**What the exercise asks**
Your copy of the entries below should hold exactly the lines from the one containing "thumb ip: (196, 150)" to the one containing "ring mcp: (126, 154)", inclusive, and no pictures.

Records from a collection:
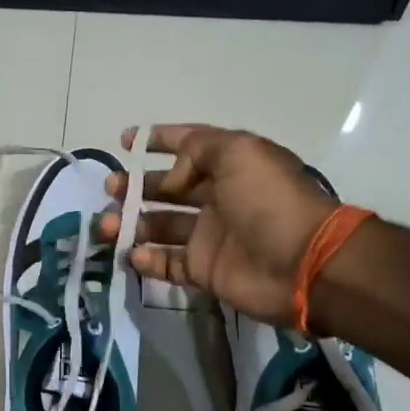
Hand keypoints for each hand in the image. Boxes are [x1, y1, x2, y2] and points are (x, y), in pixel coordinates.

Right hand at [100, 125, 337, 327]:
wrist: (303, 263)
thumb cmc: (269, 200)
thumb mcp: (237, 152)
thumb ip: (196, 150)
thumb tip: (169, 178)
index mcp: (228, 165)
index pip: (188, 146)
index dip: (158, 139)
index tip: (125, 141)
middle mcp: (217, 197)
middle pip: (166, 188)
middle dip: (135, 186)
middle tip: (111, 190)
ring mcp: (209, 236)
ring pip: (159, 226)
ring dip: (130, 224)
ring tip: (107, 227)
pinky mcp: (205, 270)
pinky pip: (167, 264)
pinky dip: (146, 259)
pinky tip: (132, 254)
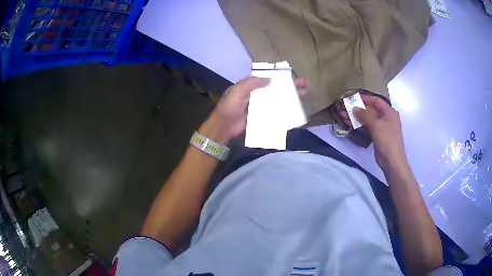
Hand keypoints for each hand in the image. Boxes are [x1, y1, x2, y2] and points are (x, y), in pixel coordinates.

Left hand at [200, 77, 307, 143]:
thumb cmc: (229, 107)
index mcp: (251, 86)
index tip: (292, 74)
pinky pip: (276, 112)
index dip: (281, 76)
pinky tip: (296, 109)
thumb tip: (270, 79)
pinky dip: (285, 110)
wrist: (224, 127)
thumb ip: (252, 83)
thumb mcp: (238, 91)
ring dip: (291, 97)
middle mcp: (258, 94)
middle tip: (305, 85)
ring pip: (279, 99)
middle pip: (277, 88)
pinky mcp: (263, 117)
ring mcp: (261, 106)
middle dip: (291, 86)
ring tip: (304, 95)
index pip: (269, 78)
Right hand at [340, 94, 406, 170]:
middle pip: (370, 110)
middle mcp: (385, 118)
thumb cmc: (387, 140)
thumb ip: (365, 115)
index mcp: (389, 112)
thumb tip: (354, 107)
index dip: (365, 98)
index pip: (376, 101)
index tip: (352, 97)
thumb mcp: (377, 125)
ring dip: (355, 117)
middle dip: (357, 108)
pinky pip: (366, 127)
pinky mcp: (376, 136)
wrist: (392, 161)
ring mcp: (381, 127)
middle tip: (344, 107)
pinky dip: (358, 125)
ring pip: (366, 119)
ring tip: (342, 115)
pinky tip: (348, 124)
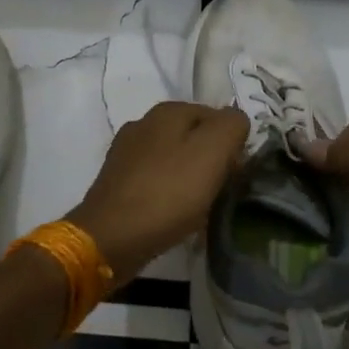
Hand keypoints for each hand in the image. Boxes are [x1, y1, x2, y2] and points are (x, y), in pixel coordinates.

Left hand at [67, 102, 248, 279]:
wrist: (112, 237)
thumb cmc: (168, 192)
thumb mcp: (213, 151)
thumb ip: (231, 126)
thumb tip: (235, 121)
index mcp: (167, 111)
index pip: (215, 115)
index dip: (231, 142)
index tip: (236, 173)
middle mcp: (143, 124)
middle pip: (193, 138)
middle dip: (212, 161)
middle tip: (222, 191)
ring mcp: (126, 154)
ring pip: (174, 160)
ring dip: (191, 180)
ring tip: (201, 208)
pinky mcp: (117, 182)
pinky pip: (156, 182)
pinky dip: (170, 196)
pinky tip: (175, 216)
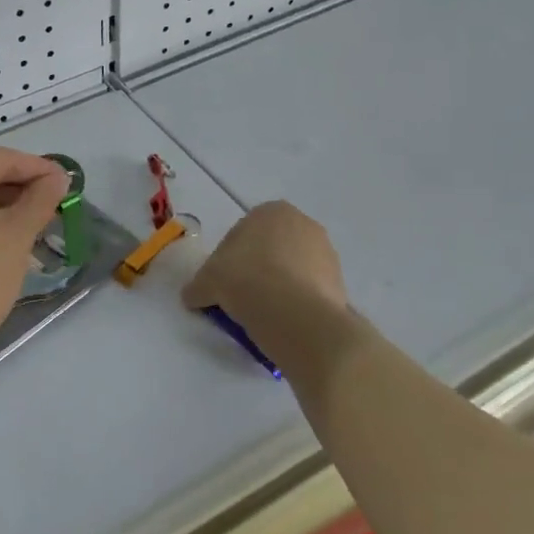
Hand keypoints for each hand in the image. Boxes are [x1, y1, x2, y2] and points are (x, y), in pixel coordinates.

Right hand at [180, 202, 366, 377]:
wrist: (294, 315)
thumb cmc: (245, 280)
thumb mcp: (206, 282)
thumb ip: (197, 286)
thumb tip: (192, 296)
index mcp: (271, 211)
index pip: (242, 233)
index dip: (228, 259)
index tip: (222, 283)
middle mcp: (303, 223)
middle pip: (271, 249)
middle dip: (257, 269)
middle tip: (240, 297)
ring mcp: (327, 253)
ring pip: (293, 269)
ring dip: (279, 286)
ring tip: (262, 314)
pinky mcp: (341, 283)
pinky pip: (310, 291)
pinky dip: (297, 303)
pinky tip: (283, 322)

**Written answer**
thumb ip: (196, 150)
thumb tip: (169, 178)
index mcp: (228, 165)
index pip: (188, 146)
index dip: (158, 139)
index tip: (125, 141)
middle mcp: (217, 197)
middle pip: (166, 188)
middle dip: (135, 186)
middle tip: (111, 190)
ring mcp: (209, 236)
ring pip: (159, 226)
ring dip: (130, 224)
ring tip: (107, 227)
pinky mcp: (205, 270)
pinky pip: (167, 264)
pinky dip: (146, 259)
pinky tip: (132, 254)
Hand keypoints for each hand in the image. Boxes are [x1, y1, x2, y2] and points are (x, y), in pixel coordinates.

Left hand at [200, 77, 307, 143]:
thumb cmc: (229, 107)
index mcp: (251, 86)
index tip: (292, 74)
pinky pip: (276, 112)
index dip: (281, 76)
pinky tip: (296, 109)
thumb tip: (270, 79)
pinky dip: (285, 110)
wrist: (224, 127)
thumb ip: (252, 83)
thumb mcp: (238, 91)
ring dip: (291, 97)
middle mcp: (258, 94)
middle tip: (305, 85)
ring pip: (279, 99)
middle pip: (277, 88)
pinky mcp: (263, 117)
ring mcp: (261, 106)
middle dip: (291, 86)
ring tip: (304, 95)
index pip: (269, 78)
Right hand at [340, 94, 406, 170]:
middle pip: (370, 110)
middle mcp: (385, 118)
thumb cmc: (387, 140)
thumb ip: (365, 115)
index mcp: (389, 112)
thumb tip: (354, 107)
index dip: (365, 98)
index pip: (376, 101)
index tip: (352, 97)
thumb mcp: (377, 125)
ring dip: (355, 117)
middle dip: (357, 108)
pinky pip: (366, 127)
pinky mcp: (376, 136)
wrist: (392, 161)
ring mcp: (381, 127)
middle tip: (344, 107)
pinky dip: (358, 125)
ring pip: (366, 119)
ring tip: (342, 115)
pinky tip: (348, 124)
Hand keypoints for each hand in the image. Boxes are [x1, y1, x2, y2] and points are (x, y), in pixel coordinates.

Left hand at [67, 102, 248, 279]:
wrist: (112, 237)
thumb cmc: (168, 192)
thumb mcp: (213, 151)
thumb ip: (231, 126)
thumb tip: (235, 121)
index mcp: (167, 111)
index pip: (215, 115)
index dip: (231, 142)
index tip: (236, 173)
middle mcp: (143, 124)
middle pip: (193, 138)
middle dip: (212, 161)
middle tip: (222, 191)
ring mcp: (126, 154)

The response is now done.